__TASK REQUIREMENTS__. What is needed is an exact copy of all the entries.

[Stored data entries]

- - -

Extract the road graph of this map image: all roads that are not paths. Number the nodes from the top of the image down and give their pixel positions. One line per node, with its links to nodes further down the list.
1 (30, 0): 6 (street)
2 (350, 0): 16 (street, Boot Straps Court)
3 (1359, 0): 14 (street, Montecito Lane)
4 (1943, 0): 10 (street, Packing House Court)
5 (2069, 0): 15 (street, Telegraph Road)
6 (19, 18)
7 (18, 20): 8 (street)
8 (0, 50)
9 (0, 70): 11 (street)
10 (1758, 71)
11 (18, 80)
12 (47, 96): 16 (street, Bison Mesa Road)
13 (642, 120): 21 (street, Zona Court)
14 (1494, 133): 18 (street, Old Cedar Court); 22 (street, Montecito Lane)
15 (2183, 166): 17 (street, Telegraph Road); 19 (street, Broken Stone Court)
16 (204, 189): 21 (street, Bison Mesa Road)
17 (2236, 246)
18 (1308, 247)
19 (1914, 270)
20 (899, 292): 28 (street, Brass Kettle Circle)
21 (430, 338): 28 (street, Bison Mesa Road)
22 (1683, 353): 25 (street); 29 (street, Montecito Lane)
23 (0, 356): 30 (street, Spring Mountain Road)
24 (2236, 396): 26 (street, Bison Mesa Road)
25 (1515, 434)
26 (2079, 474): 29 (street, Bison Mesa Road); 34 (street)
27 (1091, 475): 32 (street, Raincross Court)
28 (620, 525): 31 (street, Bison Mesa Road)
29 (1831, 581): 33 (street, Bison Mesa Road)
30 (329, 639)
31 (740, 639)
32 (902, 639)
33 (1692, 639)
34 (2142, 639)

- - -

__WRITTEN SOLUTION__.
Extract the road graph of this map image: all roads that are not paths. Number the nodes from the top of the image down and give their pixel positions. One line per node, with its links to nodes further down the list.
1 (30, 0): 6 (street)
2 (350, 0): 16 (street, Boot Straps Court)
3 (1359, 0): 14 (street, Montecito Lane)
4 (1943, 0): 10 (street, Packing House Court)
5 (2069, 0): 15 (street, Telegraph Road)
6 (19, 18)
7 (18, 20): 8 (street)
8 (0, 50)
9 (0, 70): 11 (street)
10 (1758, 71)
11 (18, 80)
12 (47, 96): 16 (street, Bison Mesa Road)
13 (642, 120): 21 (street, Zona Court)
14 (1494, 133): 18 (street, Old Cedar Court); 22 (street, Montecito Lane)
15 (2183, 166): 17 (street, Telegraph Road); 19 (street, Broken Stone Court)
16 (204, 189): 21 (street, Bison Mesa Road)
17 (2236, 246)
18 (1308, 247)
19 (1914, 270)
20 (899, 292): 28 (street, Brass Kettle Circle)
21 (430, 338): 28 (street, Bison Mesa Road)
22 (1683, 353): 25 (street); 29 (street, Montecito Lane)
23 (0, 356): 30 (street, Spring Mountain Road)
24 (2236, 396): 26 (street, Bison Mesa Road)
25 (1515, 434)
26 (2079, 474): 29 (street, Bison Mesa Road); 34 (street)
27 (1091, 475): 32 (street, Raincross Court)
28 (620, 525): 31 (street, Bison Mesa Road)
29 (1831, 581): 33 (street, Bison Mesa Road)
30 (329, 639)
31 (740, 639)
32 (902, 639)
33 (1692, 639)
34 (2142, 639)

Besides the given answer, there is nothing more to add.